The lower the number, the thicker the metal. Pots and pans are usually 18- to 20-gauge metal because they must be light enough to conduct heat well. Low impact surfaces such as aprons or exhaust hoods are generally 18 or 20 gauge. But heavy and load-bearing surfaces, for example, work tables and counters in food preparation and delivery areas, should be 14 gauge.
For surfaces in serving areas, 16 gauge is sufficient. In terms of price, the thicker the metal (or reduced GA range), the more expensive it is. That’s really why you use it sparingly, only where it’s really needed for security and robustness. It is important to reinforce equipment that can hold many kilos or can be affected by heavy objects.
An unreinforced table top can bend noticeably from the weight of products; a storage shelf can even buckle or buckle if overloaded. Robust leg structure requires horizontal support to prevent swaying or bowing. Drawbars can achieve this on mobile stands, cross rails or work tables. The least effective strengthening method is simply to “nail” (turn under) the edges of the enclosing sheet metal frame, which doubles the edges and makes them somewhat stronger.

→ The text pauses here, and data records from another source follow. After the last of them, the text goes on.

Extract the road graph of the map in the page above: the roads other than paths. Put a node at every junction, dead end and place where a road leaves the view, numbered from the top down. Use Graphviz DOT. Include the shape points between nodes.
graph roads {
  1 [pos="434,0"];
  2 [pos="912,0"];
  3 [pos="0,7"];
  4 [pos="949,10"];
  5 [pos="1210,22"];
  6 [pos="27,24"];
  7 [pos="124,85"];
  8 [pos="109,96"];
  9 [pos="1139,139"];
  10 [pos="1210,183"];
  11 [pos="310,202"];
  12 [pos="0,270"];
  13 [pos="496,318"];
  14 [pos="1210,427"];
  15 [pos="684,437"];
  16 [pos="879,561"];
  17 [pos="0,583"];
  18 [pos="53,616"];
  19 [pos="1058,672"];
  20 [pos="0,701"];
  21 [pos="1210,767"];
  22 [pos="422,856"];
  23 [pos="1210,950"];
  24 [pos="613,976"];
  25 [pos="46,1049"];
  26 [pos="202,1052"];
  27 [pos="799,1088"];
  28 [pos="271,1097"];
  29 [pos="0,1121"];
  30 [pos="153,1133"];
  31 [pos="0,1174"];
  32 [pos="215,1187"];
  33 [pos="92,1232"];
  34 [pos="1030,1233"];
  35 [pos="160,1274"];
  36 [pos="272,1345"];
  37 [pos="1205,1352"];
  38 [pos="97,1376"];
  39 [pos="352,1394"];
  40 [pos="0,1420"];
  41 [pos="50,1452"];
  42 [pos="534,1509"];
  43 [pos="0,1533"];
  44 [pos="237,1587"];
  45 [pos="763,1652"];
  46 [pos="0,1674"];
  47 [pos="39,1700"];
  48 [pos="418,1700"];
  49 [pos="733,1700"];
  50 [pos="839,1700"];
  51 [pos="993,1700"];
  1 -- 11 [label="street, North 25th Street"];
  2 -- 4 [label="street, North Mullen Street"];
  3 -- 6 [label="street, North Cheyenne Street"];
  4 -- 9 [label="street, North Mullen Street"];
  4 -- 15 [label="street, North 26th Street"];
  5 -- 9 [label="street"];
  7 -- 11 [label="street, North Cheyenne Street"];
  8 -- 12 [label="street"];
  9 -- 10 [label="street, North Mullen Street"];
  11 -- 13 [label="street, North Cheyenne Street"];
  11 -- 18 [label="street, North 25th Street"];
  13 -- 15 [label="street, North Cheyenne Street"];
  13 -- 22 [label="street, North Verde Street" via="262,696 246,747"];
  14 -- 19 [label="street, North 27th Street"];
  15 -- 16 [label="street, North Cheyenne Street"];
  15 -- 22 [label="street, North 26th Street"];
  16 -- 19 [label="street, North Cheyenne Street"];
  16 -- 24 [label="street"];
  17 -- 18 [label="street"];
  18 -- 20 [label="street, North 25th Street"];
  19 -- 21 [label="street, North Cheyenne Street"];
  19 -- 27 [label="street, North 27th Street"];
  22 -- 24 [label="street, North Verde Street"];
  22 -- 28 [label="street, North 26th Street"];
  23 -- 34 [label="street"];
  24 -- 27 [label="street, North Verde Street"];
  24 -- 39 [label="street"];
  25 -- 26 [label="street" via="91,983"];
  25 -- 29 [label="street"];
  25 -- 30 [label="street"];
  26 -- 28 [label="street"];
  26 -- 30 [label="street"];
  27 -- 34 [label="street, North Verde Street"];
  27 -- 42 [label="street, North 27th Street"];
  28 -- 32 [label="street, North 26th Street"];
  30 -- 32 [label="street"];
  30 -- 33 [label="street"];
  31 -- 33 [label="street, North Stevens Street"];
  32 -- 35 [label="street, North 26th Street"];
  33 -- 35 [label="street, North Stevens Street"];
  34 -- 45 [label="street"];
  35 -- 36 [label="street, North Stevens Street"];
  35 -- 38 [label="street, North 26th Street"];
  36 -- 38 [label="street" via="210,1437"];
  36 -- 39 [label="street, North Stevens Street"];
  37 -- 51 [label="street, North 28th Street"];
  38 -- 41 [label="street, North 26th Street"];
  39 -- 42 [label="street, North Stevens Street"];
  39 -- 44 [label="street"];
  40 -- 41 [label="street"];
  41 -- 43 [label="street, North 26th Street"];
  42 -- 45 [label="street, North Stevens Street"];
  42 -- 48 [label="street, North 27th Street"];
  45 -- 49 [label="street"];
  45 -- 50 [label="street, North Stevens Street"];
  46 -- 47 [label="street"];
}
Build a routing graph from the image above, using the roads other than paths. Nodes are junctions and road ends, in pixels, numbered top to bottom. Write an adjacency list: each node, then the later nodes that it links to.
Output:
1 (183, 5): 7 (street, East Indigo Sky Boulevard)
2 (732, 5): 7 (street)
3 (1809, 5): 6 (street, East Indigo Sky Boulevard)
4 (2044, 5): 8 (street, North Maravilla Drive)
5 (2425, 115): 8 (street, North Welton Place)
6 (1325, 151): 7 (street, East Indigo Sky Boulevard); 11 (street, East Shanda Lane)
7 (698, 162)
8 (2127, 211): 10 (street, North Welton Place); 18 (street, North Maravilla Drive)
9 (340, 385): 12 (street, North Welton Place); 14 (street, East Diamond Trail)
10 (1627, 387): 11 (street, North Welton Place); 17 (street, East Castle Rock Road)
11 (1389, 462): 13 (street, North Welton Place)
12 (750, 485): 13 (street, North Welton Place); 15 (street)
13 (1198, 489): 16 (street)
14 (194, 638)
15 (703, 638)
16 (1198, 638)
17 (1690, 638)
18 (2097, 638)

This type of reinforcement may be sufficient for cabinets, but if they are located in high-traffic corridors, wherever mobile carts can hit them, much more extensive framing is needed. Equipment is most often held together by welds. Welding, joining two pieces of metal by heating them, is by far the most robust and permanent method, but also probably the most expensive.
A fully welded piece of equipment will outlast one that has been attached by other means. It will also cost more to ship if it has to come from elsewhere because it is already fully assembled. Manufacturers like pop rivets simply because they are faster and much cheaper, but each pop rivet has a hole in the middle where dirt can collect.
They cannot be replaced if they come off. Screws are also less desirable; they tend to vibrate loose from the metal when the equipment is in use. The screw may fall out completely or the screw hole may be stripped beyond repair. Choose only these cheaper choices for lightweight products.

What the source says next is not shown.